### What needs to be done
What is needed here is an exact printout of the data, with no pictures included.

◆ ◆ ◆ ◆ ◆

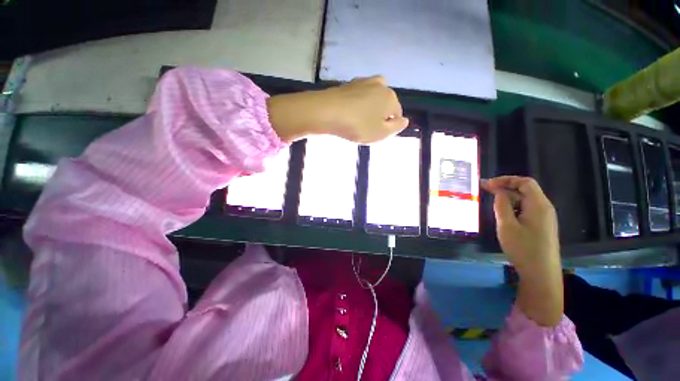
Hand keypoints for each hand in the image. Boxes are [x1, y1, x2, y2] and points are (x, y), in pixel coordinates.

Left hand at [267, 76, 408, 143]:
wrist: (327, 112)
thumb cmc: (358, 126)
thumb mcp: (381, 133)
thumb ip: (396, 128)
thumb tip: (405, 120)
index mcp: (390, 97)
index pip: (397, 114)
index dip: (388, 126)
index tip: (376, 134)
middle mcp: (380, 85)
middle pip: (385, 104)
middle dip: (380, 115)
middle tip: (367, 128)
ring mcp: (364, 82)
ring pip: (373, 98)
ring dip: (370, 108)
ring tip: (359, 120)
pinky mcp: (349, 84)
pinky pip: (359, 96)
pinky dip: (358, 104)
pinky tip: (350, 112)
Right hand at [481, 176, 563, 325]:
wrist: (541, 274)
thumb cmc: (523, 248)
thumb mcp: (507, 225)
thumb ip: (502, 205)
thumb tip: (498, 191)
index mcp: (539, 205)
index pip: (525, 182)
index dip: (506, 179)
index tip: (487, 184)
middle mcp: (544, 208)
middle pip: (526, 189)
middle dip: (505, 187)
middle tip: (485, 190)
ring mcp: (544, 217)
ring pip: (525, 200)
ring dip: (508, 197)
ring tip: (491, 201)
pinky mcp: (541, 226)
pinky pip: (527, 209)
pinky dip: (513, 207)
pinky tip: (503, 214)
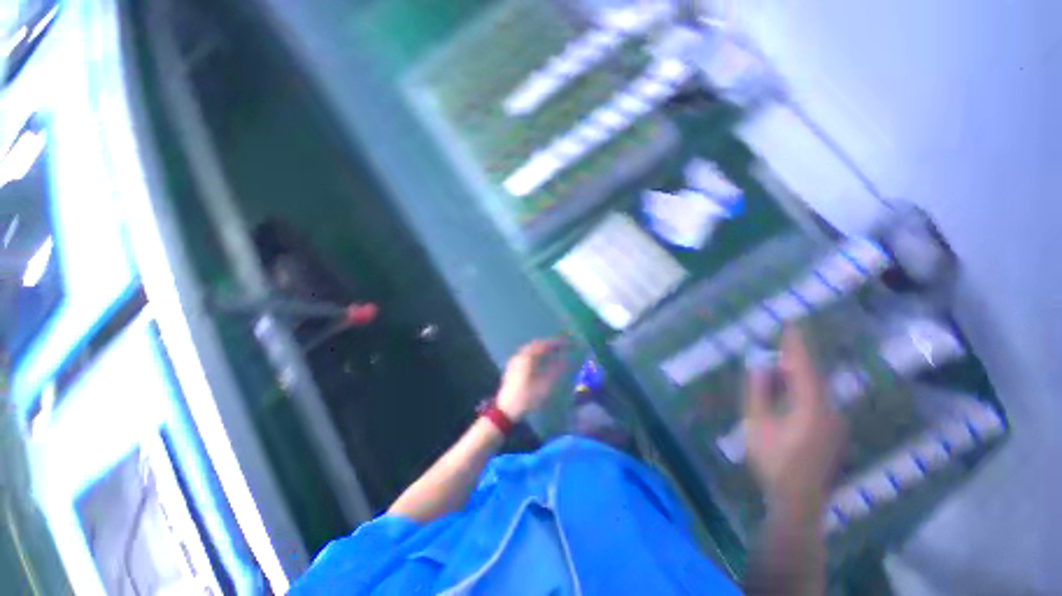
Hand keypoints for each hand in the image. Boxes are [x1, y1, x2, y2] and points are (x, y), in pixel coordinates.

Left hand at [496, 339, 565, 421]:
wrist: (506, 410)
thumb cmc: (527, 398)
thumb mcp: (545, 385)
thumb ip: (557, 370)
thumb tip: (566, 359)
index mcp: (526, 358)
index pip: (544, 345)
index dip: (556, 343)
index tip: (567, 344)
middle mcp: (519, 356)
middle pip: (536, 345)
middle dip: (549, 345)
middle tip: (561, 347)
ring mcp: (514, 361)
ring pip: (530, 350)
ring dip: (542, 350)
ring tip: (554, 353)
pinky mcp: (512, 368)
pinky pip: (526, 356)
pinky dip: (536, 355)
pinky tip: (542, 362)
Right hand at [744, 327, 845, 517]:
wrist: (798, 500)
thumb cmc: (772, 461)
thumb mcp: (756, 424)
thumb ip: (758, 393)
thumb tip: (759, 367)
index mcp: (811, 407)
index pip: (803, 368)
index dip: (796, 345)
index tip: (791, 324)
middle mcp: (830, 411)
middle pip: (814, 376)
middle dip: (797, 358)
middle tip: (780, 343)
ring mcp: (835, 423)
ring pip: (817, 389)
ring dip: (799, 374)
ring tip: (780, 365)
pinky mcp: (833, 432)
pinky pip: (819, 401)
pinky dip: (804, 389)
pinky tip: (790, 391)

◆ ◆ ◆ ◆ ◆

### Result
Hand keypoints for each hand in the image. Boxes are [x1, y1, x2, y2] and points are (x, y), in pixel coordinates.

Left hand at [267, 76, 408, 143]:
wrist: (327, 112)
thumb cmc: (358, 126)
thumb mcp: (381, 133)
thumb ip: (396, 128)
thumb tip: (405, 120)
index mcp: (390, 97)
index pip: (397, 114)
index dip: (388, 126)
index tip: (376, 134)
middle mcp: (380, 85)
middle pip: (385, 104)
middle dip: (380, 115)
middle tip: (367, 128)
ring mcp: (364, 82)
ring pip: (373, 98)
ring dip: (370, 108)
ring tip: (359, 120)
pinky mcp: (349, 84)
pinky pip: (359, 96)
pinky dip: (358, 104)
pinky tip: (350, 112)
Right hand at [481, 176, 563, 325]:
wrist: (541, 274)
thumb cmc: (523, 248)
thumb mcp: (507, 225)
thumb ip: (502, 205)
thumb tip: (498, 191)
index mcp: (539, 205)
index pip: (525, 182)
index dip: (506, 179)
index tip: (487, 184)
middle mcp: (544, 208)
middle pip: (526, 189)
middle dip: (505, 187)
middle tip: (485, 190)
ring mcp: (544, 217)
ring pip: (525, 200)
ring dip: (508, 197)
ring tip: (491, 201)
pinky mcp: (541, 226)
pinky pip: (527, 209)
pinky dip: (513, 207)
pinky tip: (503, 214)
Hand keypoints for each hand in the image. Boxes are [x1, y1, x2, y2] and points are (x, y), in pixel coordinates.

Left hand at [496, 339, 565, 421]:
wrist: (506, 410)
thumb cmc: (527, 398)
thumb mcp: (545, 385)
thumb ip: (557, 370)
thumb tip: (566, 359)
index mcp: (526, 358)
index pip: (544, 345)
index dip: (556, 343)
index tip: (567, 344)
middle mcp: (519, 356)
middle pip: (536, 345)
middle dip: (549, 345)
middle tip: (561, 347)
ring mcp: (514, 361)
ring pip: (530, 350)
ring dip: (542, 350)
ring tip: (554, 353)
pinky mcp: (512, 368)
pinky pip: (526, 356)
pinky dip: (536, 355)
pinky tip: (542, 362)
Right hand at [744, 327, 845, 517]:
wrist: (798, 500)
thumb cmc: (772, 461)
thumb mcp: (756, 424)
thumb ip: (758, 393)
thumb tip: (759, 367)
index mcp: (811, 407)
index pip: (803, 368)
index dip: (796, 345)
index tip: (791, 324)
middle mcp: (830, 411)
middle pip: (814, 376)
middle dip: (797, 358)
middle tip: (780, 343)
ring mcp: (835, 423)
ring pip: (817, 389)
ring dip: (799, 374)
ring tip: (780, 365)
pinky mcp: (833, 432)
pinky pip: (819, 401)
pinky dip: (804, 389)
pinky tip: (790, 391)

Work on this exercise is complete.